Khalil’s attorneys have challenged the government’s use of the Immigration and Nationality Act as a basis to deport him in federal court. The lawyers assert that the U.S. government is attempting to deport Khalil for protected speech.
Legal precedent and steps forward
The Supreme Court has ruled that the First Amendment does not protect lawful permanent residents from being deported if their political affiliation violates the laws.
But the court has not yet decided if lawful permanent residents participating in protests or expressing political views are protected against deportation, when the only evident ground for their deportation is political speech.
A federal judge in New Jersey, where Khalil was first briefly detained, has ordered the government not to deport him until all his different court cases are resolved.
On April 11, a different immigration judge in Louisiana – where Khalil is currently detained – ruled that he could be deported for being a national security risk. Khalil’s attorneys are appealing this decision to the Board of Immigration Appeals, which is part of the Department of Justice.

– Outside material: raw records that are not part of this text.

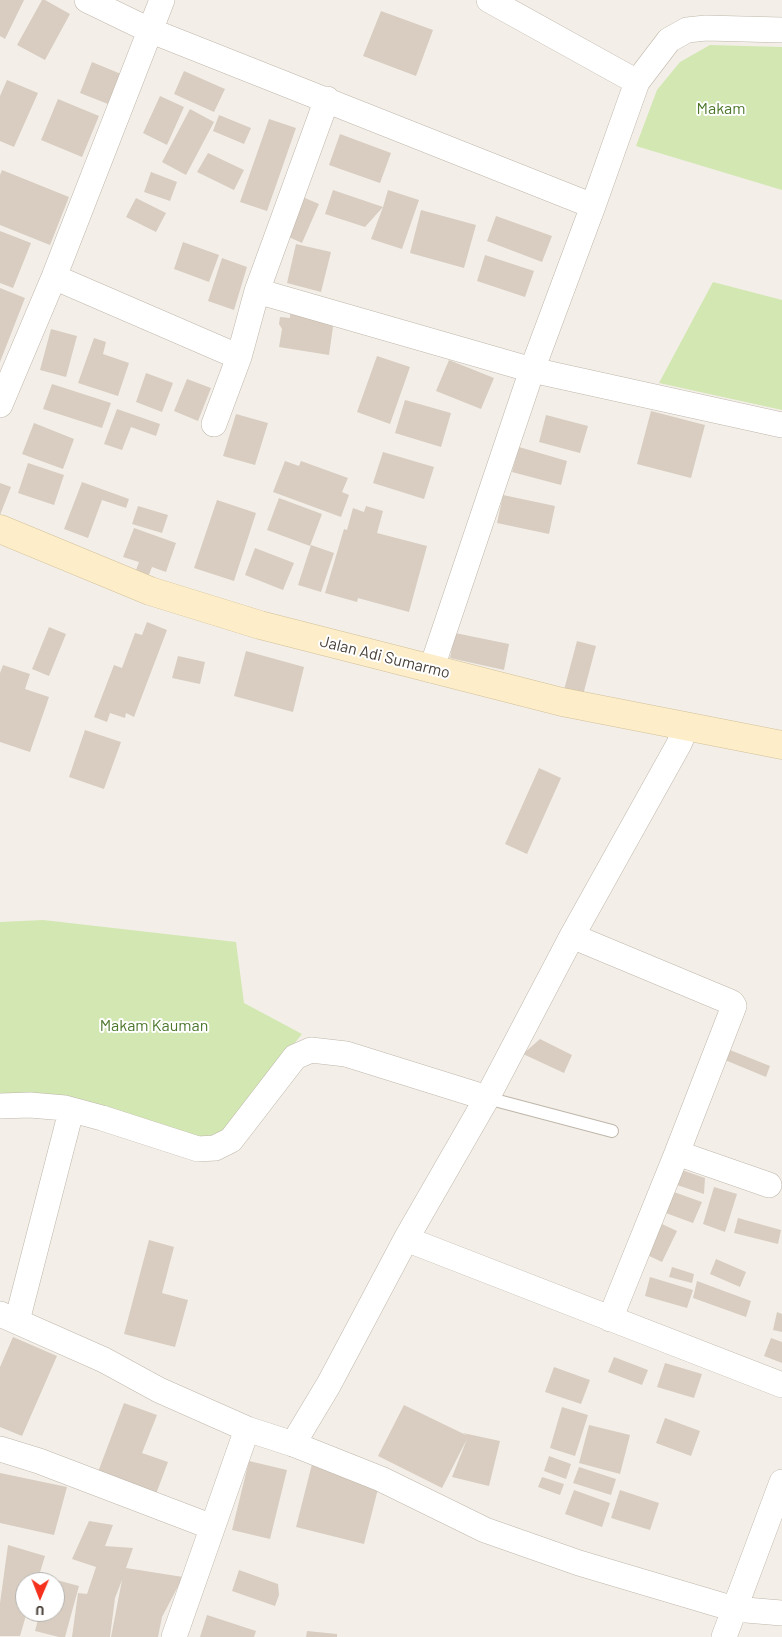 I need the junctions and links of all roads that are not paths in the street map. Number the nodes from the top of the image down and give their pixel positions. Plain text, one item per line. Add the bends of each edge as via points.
1 (87, 0) edge
2 (162, 0) edge
3 (489, 0) edge
4 (150, 30) junction
5 (782, 30) edge
6 (637, 82) junction
7 (327, 99) junction
8 (593, 206) junction
9 (54, 277) junction
10 (257, 291) junction
11 (239, 356) junction
12 (532, 370) junction
13 (0, 405) edge
14 (214, 424) dead end
15 (782, 425) edge
16 (0, 529) edge
17 (431, 670) junction
18 (686, 727) junction
19 (782, 746) edge
20 (572, 936) junction
21 (487, 1098) junction
22 (0, 1106) edge
23 (68, 1123) dead end
24 (612, 1131) dead end
25 (677, 1153) junction
26 (769, 1185) dead end
27 (406, 1240) junction
28 (9, 1317) edge
29 (610, 1319) junction
30 (782, 1386) edge
31 (247, 1429) junction
32 (293, 1444) junction
33 (0, 1449) edge
34 (782, 1482) edge
35 (212, 1527) junction
36 (734, 1609) junction
37 (782, 1613) edge
38 (174, 1637) edge
39 (724, 1637) edge

1 - 4 street
2 - 4 street
3 - 6 street
4 - 7 street
4 - 9 street
5 - 6 street via 687,30 669,40
6 - 8 street
7 - 8 street
7 - 10 street
8 - 12 street
9 - 11 street
9 - 13 street
10 - 11 street
10 - 12 street
11 - 14 street
12 - 15 street
12 - 17 street
16 - 17 main road, Jalan Adi Sumarmo via 150,591 260,625
17 - 18 main road, Jalan Adi Sumarmo via 562,702
18 - 19 main road, Jalan Adi Sumarmo
18 - 20 street
20 - 21 street
20 - 25 street via 734,1006
21 - 22 street via 346,1054 311,1050 295,1057 231,1140 215,1148 198,1149 65,1108
21 - 24 lane
21 - 27 street
23 - 28 street
25 - 26 street
25 - 29 street
27 - 29 street
27 - 32 street
28 - 31 street
29 - 30 street
31 - 32 street
31 - 35 street
32 - 36 street via 381,1479 485,1530 579,1563
33 - 35 street
34 - 36 street
35 - 38 street
36 - 37 street
36 - 39 street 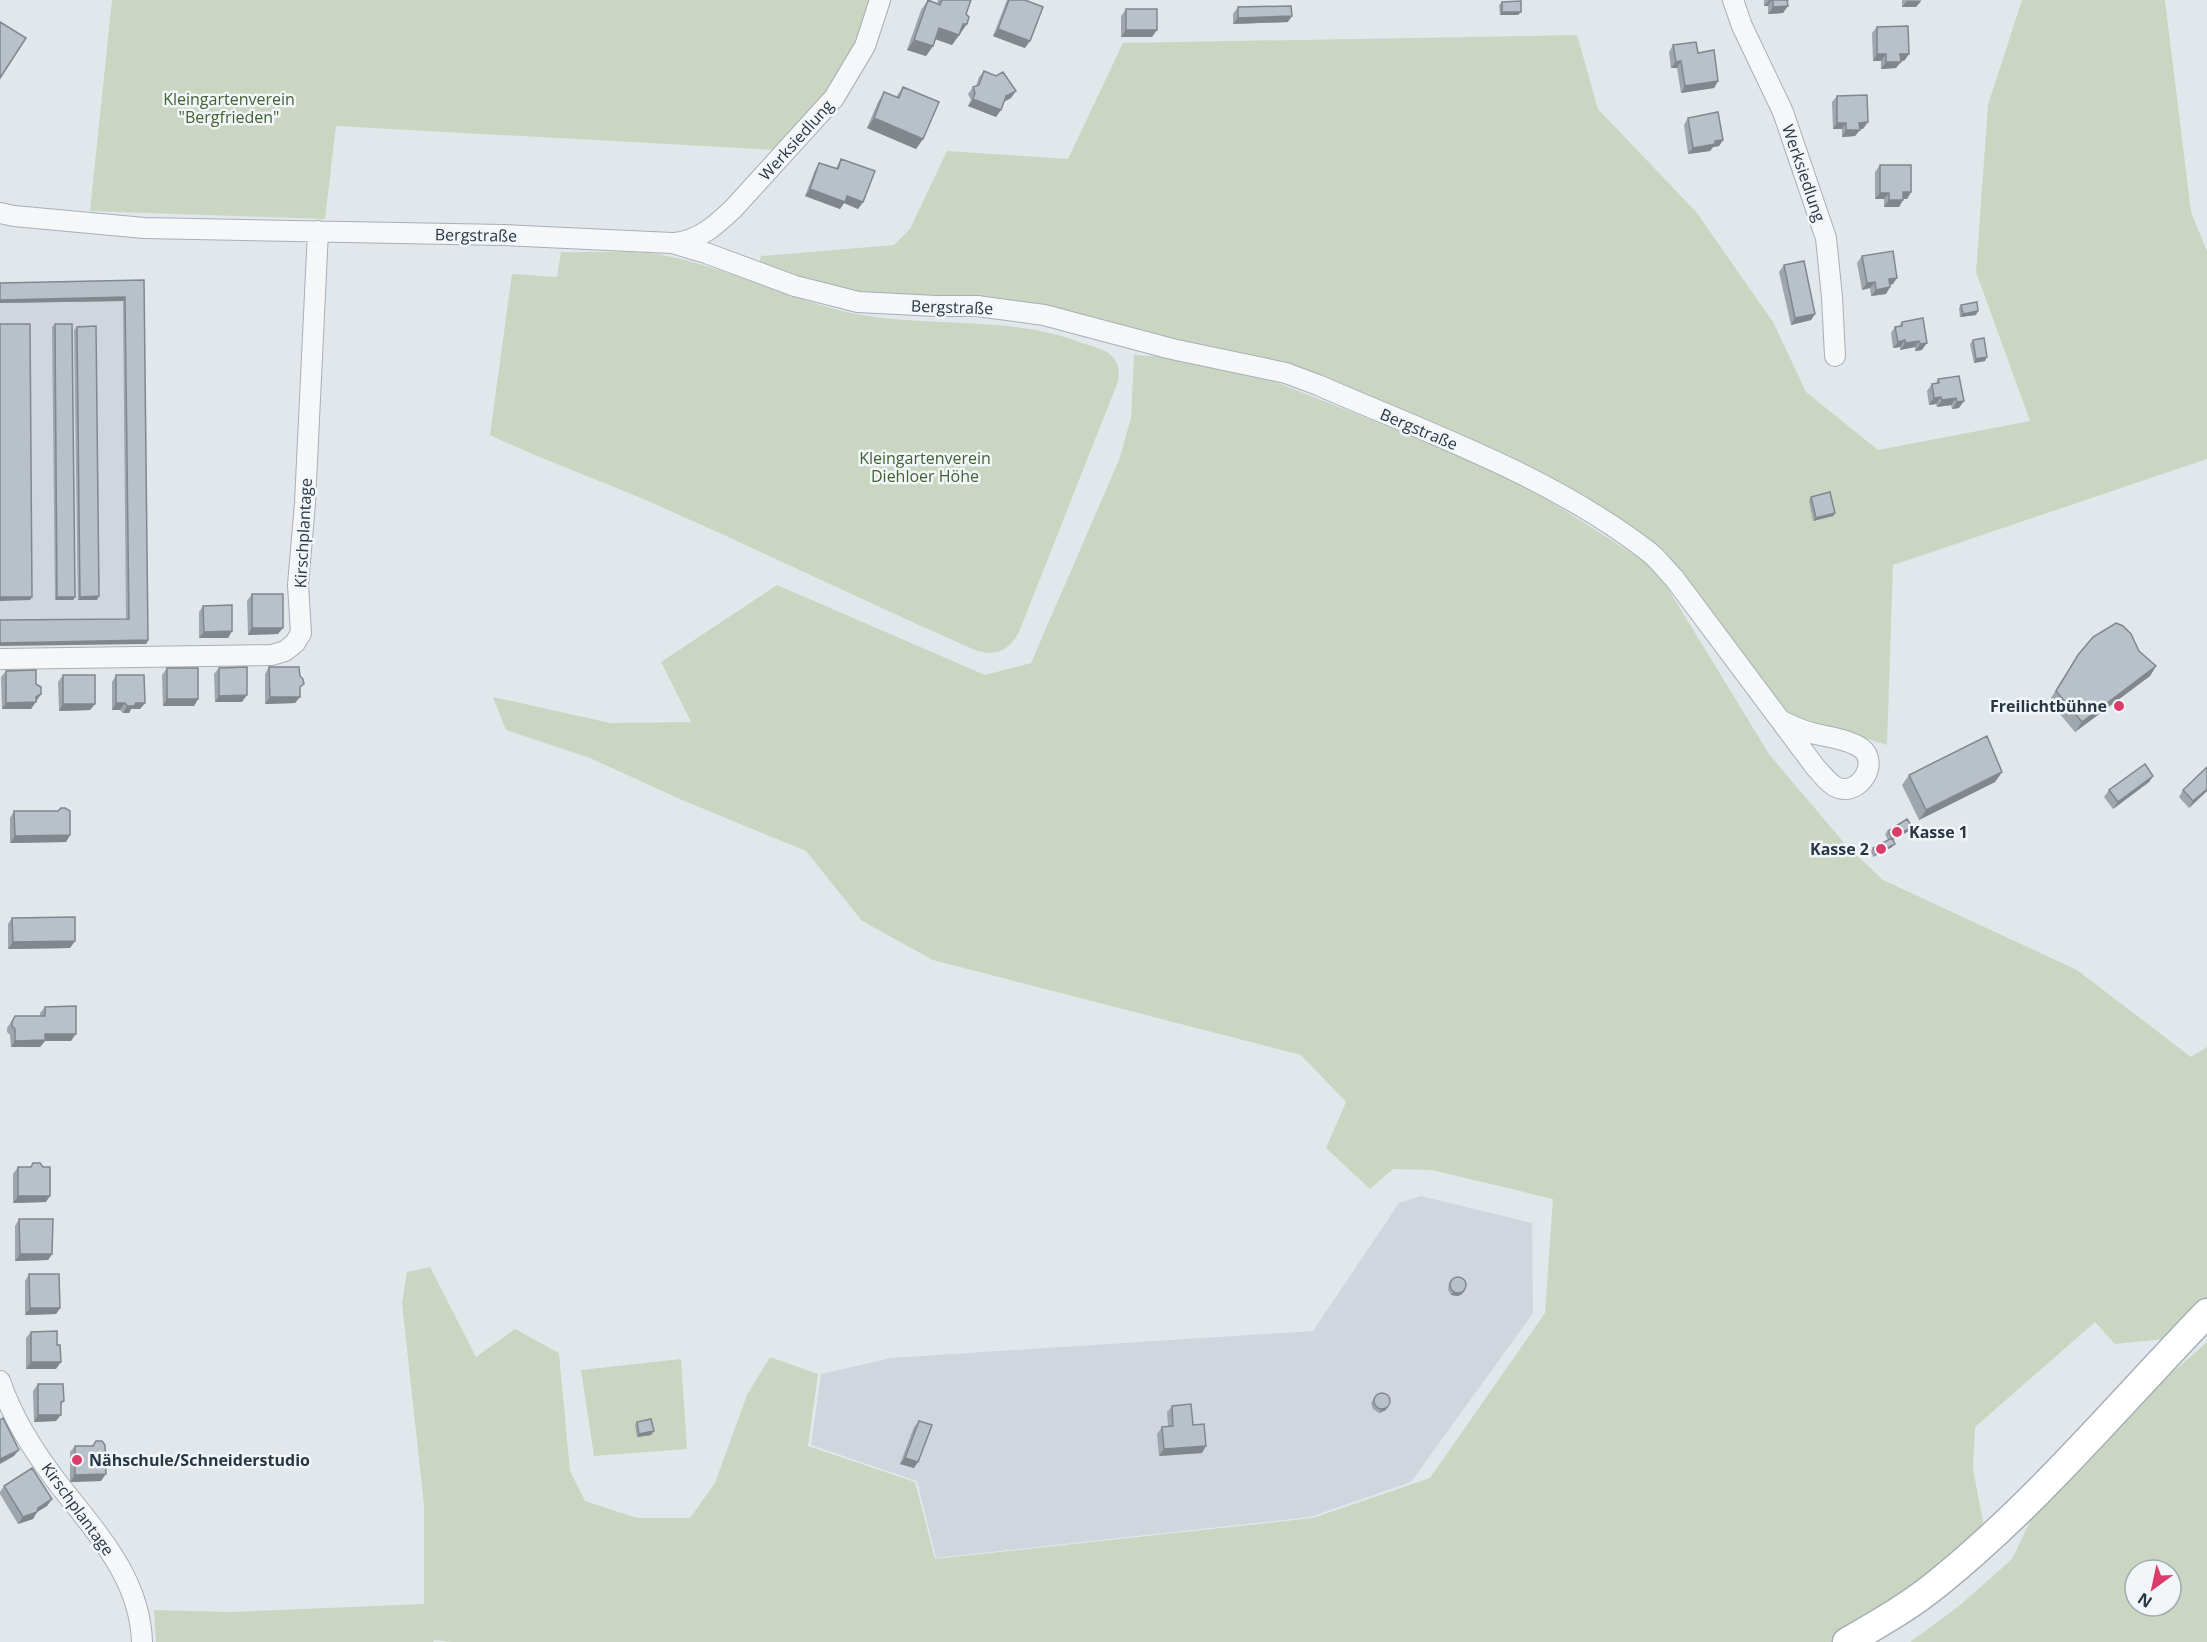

Regardless of the outcome at the district court level, Khalil’s case will be appealed and most likely end up before the Supreme Court.
The Supreme Court will then have to determine the appropriate balance between the executive branch’s authority to deport noncitizens it classifies as posing a threat to the country, and the right to freedom of expression that all people residing in the U.S. have.
If the Supreme Court holds that the federal government can say that someone’s political speech can be a threat to U.S. national security interests, I believe the core of the First Amendment is at risk, for citizens as well as noncitizens.